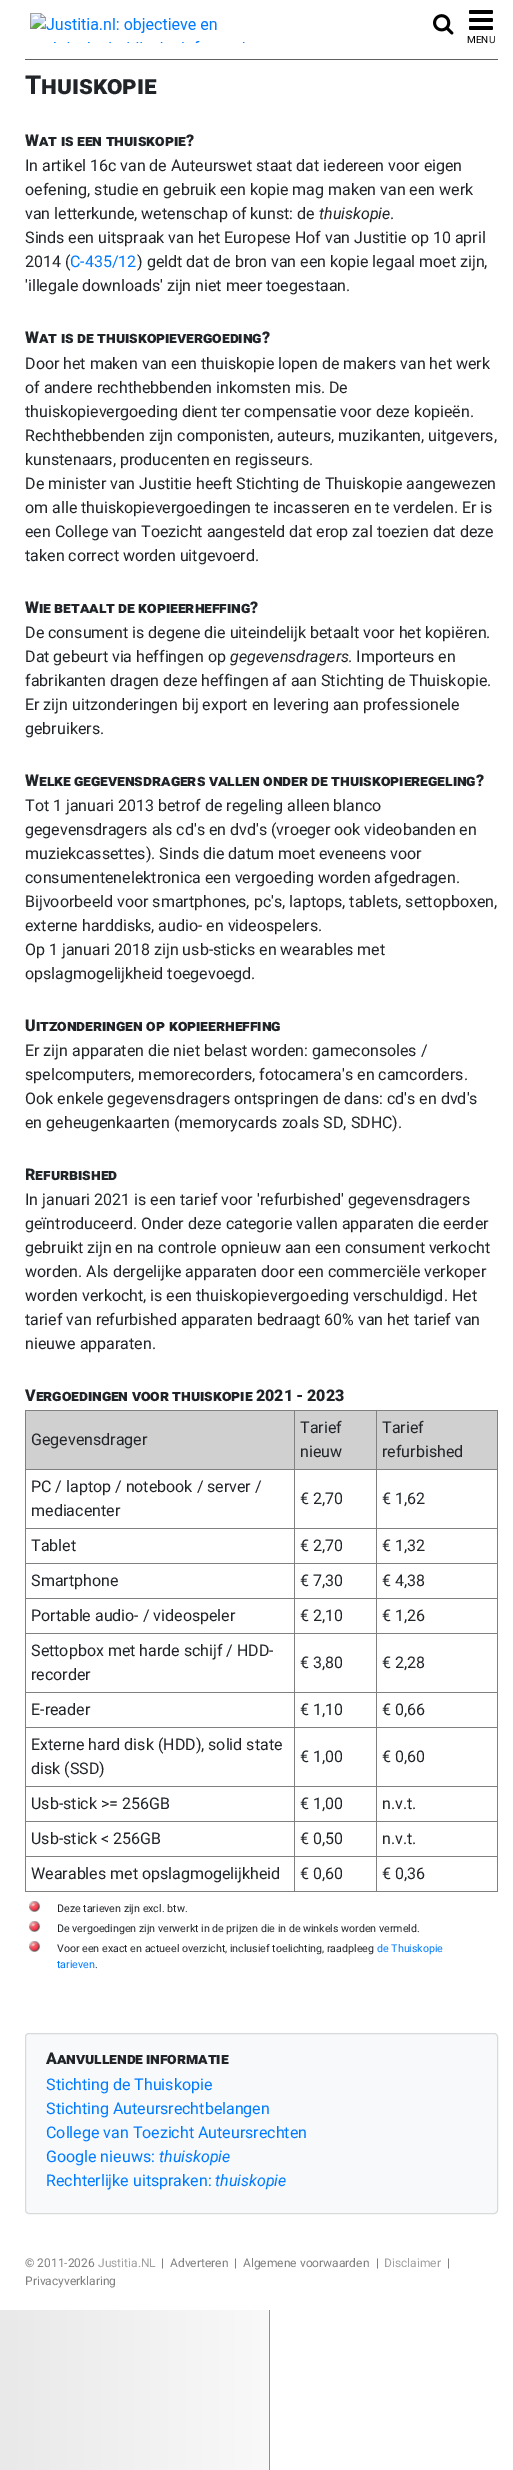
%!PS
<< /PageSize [513 2470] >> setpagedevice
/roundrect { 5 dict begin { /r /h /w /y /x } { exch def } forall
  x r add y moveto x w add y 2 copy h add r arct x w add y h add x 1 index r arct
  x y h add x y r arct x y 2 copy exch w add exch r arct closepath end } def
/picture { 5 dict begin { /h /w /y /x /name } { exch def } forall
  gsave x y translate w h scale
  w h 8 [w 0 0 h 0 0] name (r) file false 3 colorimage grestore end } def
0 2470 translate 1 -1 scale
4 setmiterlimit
1 setgray
0 0 513 2470 rectfill
0.376 setgray
25 59 473 1 rectfill
(img1.rgb) 30 13 215 30 picture
(img2.rgb) 433 14 21 21 picture
(img3.rgb) 469 10 24 20 picture
/Roboto-Regular [10 0 0 -10 0 0] selectfont
0 setgray
467 43 moveto (MENU) show
/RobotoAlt-ExtraBold [26 0 0 -26 0 0] selectfont
0.129 0.145 0.161 setrgbcolor
25 94 moveto (Thuiskopie) show
/RobotoAlt-Black [16 0 0 -16 0 0] selectfont
25 146 moveto -0.5 0 32 (Wat is een thuiskopie?) widthshow
/Roboto-Regular [16 0 0 -16 0 0] selectfont
25 171 moveto (In artikel 16c van de Auteurswet staat dat iedereen voor eigen) show
25 195 moveto (oefening, studie en gebruik een kopie mag maken van een werk) show
25 219 moveto (van letterkunde, wetenschap of kunst: de) show
/Roboto-Italic [16 0 0 -16 0 0] selectfont
319 219 moveto (thuiskopie) show
/Roboto-Regular [16 0 0 -16 0 0] selectfont
390 219 moveto (.) show
25 243 moveto (Sinds een uitspraak van het Europese Hof van Justitie op 10 april) show
25 267 moveto (2014 \() show
0 0.482 1 setrgbcolor
70 267 moveto (C-435/12) show
0.129 0.145 0.161 setrgbcolor
137 267 moveto (\) geldt dat de bron van een kopie legaal moet zijn,) show
25 291 moveto ('illegale downloads' zijn niet meer toegestaan.) show
/RobotoAlt-Black [16 0 0 -16 0 0] selectfont
25 343 moveto -0.5 0 32 (Wat is de thuiskopievergoeding?) widthshow
/Roboto-Regular [16 0 0 -16 0 0] selectfont
25 369 moveto (Door het maken van een thuiskopie lopen de makers van het werk) show
25 393 moveto (of andere rechthebbenden inkomsten mis. De) show
25 417 moveto (thuiskopievergoeding dient ter compensatie voor deze kopieën.) show
25 441 moveto (Rechthebbenden zijn componisten, auteurs, muzikanten, uitgevers,) show
25 465 moveto (kunstenaars, producenten en regisseurs.) show
25 489 moveto (De minister van Justitie heeft Stichting de Thuiskopie aangewezen) show
25 513 moveto (om alle thuiskopievergoedingen te incasseren en te verdelen. Er is) show
25 537 moveto (een College van Toezicht aangesteld dat erop zal toezien dat deze) show
25 561 moveto (taken correct worden uitgevoerd.) show
/RobotoAlt-Black [16 0 0 -16 0 0] selectfont
25 613 moveto -0.5 0 32 (Wie betaalt de kopieerheffing?) widthshow
/Roboto-Regular [16 0 0 -16 0 0] selectfont
25 638 moveto (De consument is degene die uiteindelijk betaalt voor het kopiëren.) show
25 662 moveto (Dat gebeurt via heffingen op) show
/Roboto-Italic [16 0 0 -16 0 0] selectfont
230 662 moveto (gegevensdragers) show
/Roboto-Regular [16 0 0 -16 0 0] selectfont
348 662 moveto (. Importeurs en) show
25 686 moveto (fabrikanten dragen deze heffingen af aan Stichting de Thuiskopie.) show
25 710 moveto (Er zijn uitzonderingen bij export en levering aan professionele) show
25 734 moveto (gebruikers.) show
/RobotoAlt-Black [16 0 0 -16 0 0] selectfont
25 786 moveto -0.5 0 32 (Welke gegevensdragers vallen onder de thuiskopieregeling?) widthshow
/Roboto-Regular [16 0 0 -16 0 0] selectfont
25 811 moveto (Tot 1 januari 2013 betrof de regeling alleen blanco) show
25 835 moveto (gegevensdragers als cd's en dvd's \(vroeger ook videobanden en) show
25 859 moveto (muziekcassettes\). Sinds die datum moet eveneens voor) show
25 883 moveto (consumentenelektronica een vergoeding worden afgedragen.) show
25 907 moveto (Bijvoorbeeld voor smartphones, pc's, laptops, tablets, settopboxen,) show
25 931 moveto (externe harddisks, audio- en videospelers.) show
25 955 moveto (Op 1 januari 2018 zijn usb-sticks en wearables met) show
25 979 moveto (opslagmogelijkheid toegevoegd.) show
/RobotoAlt-Black [16 0 0 -16 0 0] selectfont
25 1031 moveto (Uitzonderingen op kopieerheffing) show
/Roboto-Regular [16 0 0 -16 0 0] selectfont
25 1056 moveto (Er zijn apparaten die niet belast worden: gameconsoles /) show
25 1080 moveto (spelcomputers, memorecorders, fotocamera's en camcorders.) show
25 1104 moveto (Ook enkele gegevensdragers ontspringen de dans: cd's en dvd's) show
25 1128 moveto (en geheugenkaarten \(memorycards zoals SD, SDHC\).) show
/RobotoAlt-Black [16 0 0 -16 0 0] selectfont
25 1180 moveto (Refurbished) show
/Roboto-Regular [16 0 0 -16 0 0] selectfont
25 1205 moveto (In januari 2021 is een tarief voor 'refurbished' gegevensdragers) show
25 1229 moveto (geïntroduceerd. Onder deze categorie vallen apparaten die eerder) show
25 1253 moveto (gebruikt zijn en na controle opnieuw aan een consument verkocht) show
25 1277 moveto (worden. Als dergelijke apparaten door een commerciële verkoper) show
25 1301 moveto (worden verkocht, is een thuiskopievergoeding verschuldigd. Het) show
25 1325 moveto (tarief van refurbished apparaten bedraagt 60% van het tarief van) show
25 1349 moveto (nieuwe apparaten.) show
/RobotoAlt-Black [16 0 0 -16 0 0] selectfont
25 1401 moveto -0.5 0 32 (Vergoedingen voor thuiskopie 2021 - 2023) widthshow
0.502 setgray
25 1410 473 1 rectfill
497 1410 1 482 rectfill
25 1891 473 1 rectfill
25 1410 1 482 rectfill
0.816 setgray
26 1411 471 58 rectfill
/Roboto-Regular [16 0 0 -16 0 0] selectfont
0.129 0.145 0.161 setrgbcolor
31 1445 moveto (Gegevensdrager) show
0.502 setgray
376 1469 122 1 rectfill
376 1528 122 1 rectfill
376 1563 122 1 rectfill
376 1598 122 1 rectfill
376 1633 122 1 rectfill
376 1692 122 1 rectfill
376 1727 122 1 rectfill
376 1786 122 1 rectfill
376 1821 122 1 rectfill
376 1856 122 1 rectfill
376 1856 1 36 rectfill
294 1856 83 1 rectfill
376 1821 1 36 rectfill
294 1821 83 1 rectfill
376 1786 1 36 rectfill
294 1786 83 1 rectfill
376 1727 1 60 rectfill
294 1727 83 1 rectfill
376 1692 1 36 rectfill
294 1692 83 1 rectfill
376 1633 1 60 rectfill
294 1633 83 1 rectfill
376 1598 1 36 rectfill
294 1598 83 1 rectfill
376 1563 1 36 rectfill
294 1563 83 1 rectfill
376 1528 1 36 rectfill
294 1528 83 1 rectfill
376 1469 1 60 rectfill
294 1469 83 1 rectfill
294 1856 1 36 rectfill
25 1856 270 1 rectfill
294 1821 1 36 rectfill
25 1821 270 1 rectfill
294 1786 1 36 rectfill
25 1786 270 1 rectfill
294 1727 1 60 rectfill
25 1727 270 1 rectfill
294 1692 1 36 rectfill
25 1692 270 1 rectfill
294 1633 1 60 rectfill
25 1633 270 1 rectfill
294 1598 1 36 rectfill
25 1598 270 1 rectfill
294 1563 1 36 rectfill
25 1563 270 1 rectfill
294 1528 1 36 rectfill
25 1528 270 1 rectfill
294 1469 1 60 rectfill
25 1469 270 1 rectfill
294 1410 1 60 rectfill
0.129 0.145 0.161 setrgbcolor
300 1433 moveto (Tarief) show
300 1457 moveto (nieuw) show
0.502 setgray
376 1410 1 60 rectfill
0.129 0.145 0.161 setrgbcolor
382 1433 moveto (Tarief) show
382 1457 moveto (refurbished) show
31 1492 moveto (PC / laptop / notebook / server /) show
31 1516 moveto (mediacenter) show
300 1504 moveto (€ 2,70) show
382 1504 moveto (€ 1,62) show
31 1551 moveto (Tablet) show
300 1551 moveto (€ 2,70) show
382 1551 moveto (€ 1,32) show
31 1586 moveto (Smartphone) show
300 1586 moveto (€ 7,30) show
382 1586 moveto (€ 4,38) show
31 1621 moveto (Portable audio- / videospeler) show
300 1621 moveto (€ 2,10) show
382 1621 moveto (€ 1,26) show
31 1656 moveto (Settopbox met harde schijf / HDD-) show
31 1680 moveto (recorder) show
300 1668 moveto (€ 3,80) show
382 1668 moveto (€ 2,28) show
31 1715 moveto (E-reader) show
300 1715 moveto (€ 1,10) show
382 1715 moveto (€ 0,66) show
31 1750 moveto (Externe hard disk \(HDD\), solid state) show
31 1774 moveto (disk \(SSD\)) show
300 1762 moveto (€ 1,00) show
382 1762 moveto (€ 0,60) show
31 1809 moveto (Usb-stick >= 256GB) show
300 1809 moveto (€ 1,00) show
382 1809 moveto (n.v.t.) show
31 1844 moveto (Usb-stick < 256GB) show
300 1844 moveto (€ 0,50) show
382 1844 moveto (n.v.t.) show
31 1879 moveto (Wearables met opslagmogelijkheid) show
300 1879 moveto (€ 0,60) show
382 1879 moveto (€ 0,36) show
(img4.rgb) 29 1901 11 11 picture
/Roboto-Regular [10.65 0 0 -10.65 0 0] selectfont
57 1912 moveto (Deze tarieven zijn excl. btw.) show
(img4.rgb) 29 1921 11 11 picture
57 1932 moveto (De vergoedingen zijn verwerkt in de prijzen die in de winkels worden vermeld.) show
(img4.rgb) 29 1941 11 11 picture
57 1952 moveto (Voor een exact en actueel overzicht, inclusief toelichting, raadpleeg) show
0 0.482 1 setrgbcolor
377 1952 moveto (de Thuiskopie) show
57 1968 moveto (tarieven) show
0.129 0.145 0.161 setrgbcolor
95 1968 moveto (.) show
0.973 0.976 0.98 setrgbcolor
25.5 2033.5 472 180 3.5 roundrect gsave fill grestore
0.851 0.855 0.859 setrgbcolor
stroke
/RobotoAlt-Black [16 0 0 -16 0 0] selectfont
0.129 0.145 0.161 setrgbcolor
46 2064 moveto -1 0 32 (Aanvullende informatie) widthshow
/Roboto-Regular [16 0 0 -16 0 0] selectfont
0 0.482 1 setrgbcolor
46 2090 moveto (Stichting de Thuiskopie) show
46 2114 moveto (Stichting Auteursrechtbelangen) show
46 2138 moveto (College van Toezicht Auteursrechten) show
46 2162 moveto (Google nieuws:) show
/Roboto-Italic [16 0 0 -16 0 0] selectfont
159 2162 moveto (thuiskopie) show
/Roboto-Regular [16 0 0 -16 0 0] selectfont
46 2186 moveto (Rechterlijke uitspraken:) show
/Roboto-Italic [16 0 0 -16 0 0] selectfont
215 2186 moveto (thuiskopie) show
/Roboto-Regular [12 0 0 -12 0 0] selectfont
0.502 setgray
25 2267 moveto (© 2011-2026) show
0.627 setgray
98 2267 moveto (Justitia.NL) show
0.502 setgray
161 2267 moveto (|) show
170 2267 moveto (Adverteren) show
234 2267 moveto (|) show
243 2267 moveto (Algemene voorwaarden) show
376 2267 moveto (|) show
0.627 setgray
384 2267 moveto (Disclaimer) show
0.502 setgray
447 2267 moveto (|) show
25 2285 moveto (Privacyverklaring) show
gsave newpath 0 2310 moveto 269 2310 lineto 269 2470 lineto 0 2470 lineto closepath clip newpath
<< /ShadingType 2 /ColorSpace /DeviceRGB /Coords [0 1235 269 1235] /Extend [true true] /Function << /FunctionType 2 /Domain [0 1] /C0 [0.914 0.914 0.914] /C1 [0.976 0.976 0.976] /N 1 >> >> shfill grestore
0.565 setgray
269 2310 1 160 rectfill
showpage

——

Given the records above, return exactly the lines starting at the line containing "294 1727 1 60 rectfill" and ending at the line containing "300 1809 moveto (€ 1,00) show", including both.

#### REPLY TO THE EXERCISE:
294 1727 1 60 rectfill
25 1727 270 1 rectfill
294 1692 1 36 rectfill
25 1692 270 1 rectfill
294 1633 1 60 rectfill
25 1633 270 1 rectfill
294 1598 1 36 rectfill
25 1598 270 1 rectfill
294 1563 1 36 rectfill
25 1563 270 1 rectfill
294 1528 1 36 rectfill
25 1528 270 1 rectfill
294 1469 1 60 rectfill
25 1469 270 1 rectfill
294 1410 1 60 rectfill
0.129 0.145 0.161 setrgbcolor
300 1433 moveto (Tarief) show
300 1457 moveto (nieuw) show
0.502 setgray
376 1410 1 60 rectfill
0.129 0.145 0.161 setrgbcolor
382 1433 moveto (Tarief) show
382 1457 moveto (refurbished) show
31 1492 moveto (PC / laptop / notebook / server /) show
31 1516 moveto (mediacenter) show
300 1504 moveto (€ 2,70) show
382 1504 moveto (€ 1,62) show
31 1551 moveto (Tablet) show
300 1551 moveto (€ 2,70) show
382 1551 moveto (€ 1,32) show
31 1586 moveto (Smartphone) show
300 1586 moveto (€ 7,30) show
382 1586 moveto (€ 4,38) show
31 1621 moveto (Portable audio- / videospeler) show
300 1621 moveto (€ 2,10) show
382 1621 moveto (€ 1,26) show
31 1656 moveto (Settopbox met harde schijf / HDD-) show
31 1680 moveto (recorder) show
300 1668 moveto (€ 3,80) show
382 1668 moveto (€ 2,28) show
31 1715 moveto (E-reader) show
300 1715 moveto (€ 1,10) show
382 1715 moveto (€ 0,66) show
31 1750 moveto (Externe hard disk \(HDD\), solid state) show
31 1774 moveto (disk \(SSD\)) show
300 1762 moveto (€ 1,00) show
382 1762 moveto (€ 0,60) show
31 1809 moveto (Usb-stick >= 256GB) show
300 1809 moveto (€ 1,00) show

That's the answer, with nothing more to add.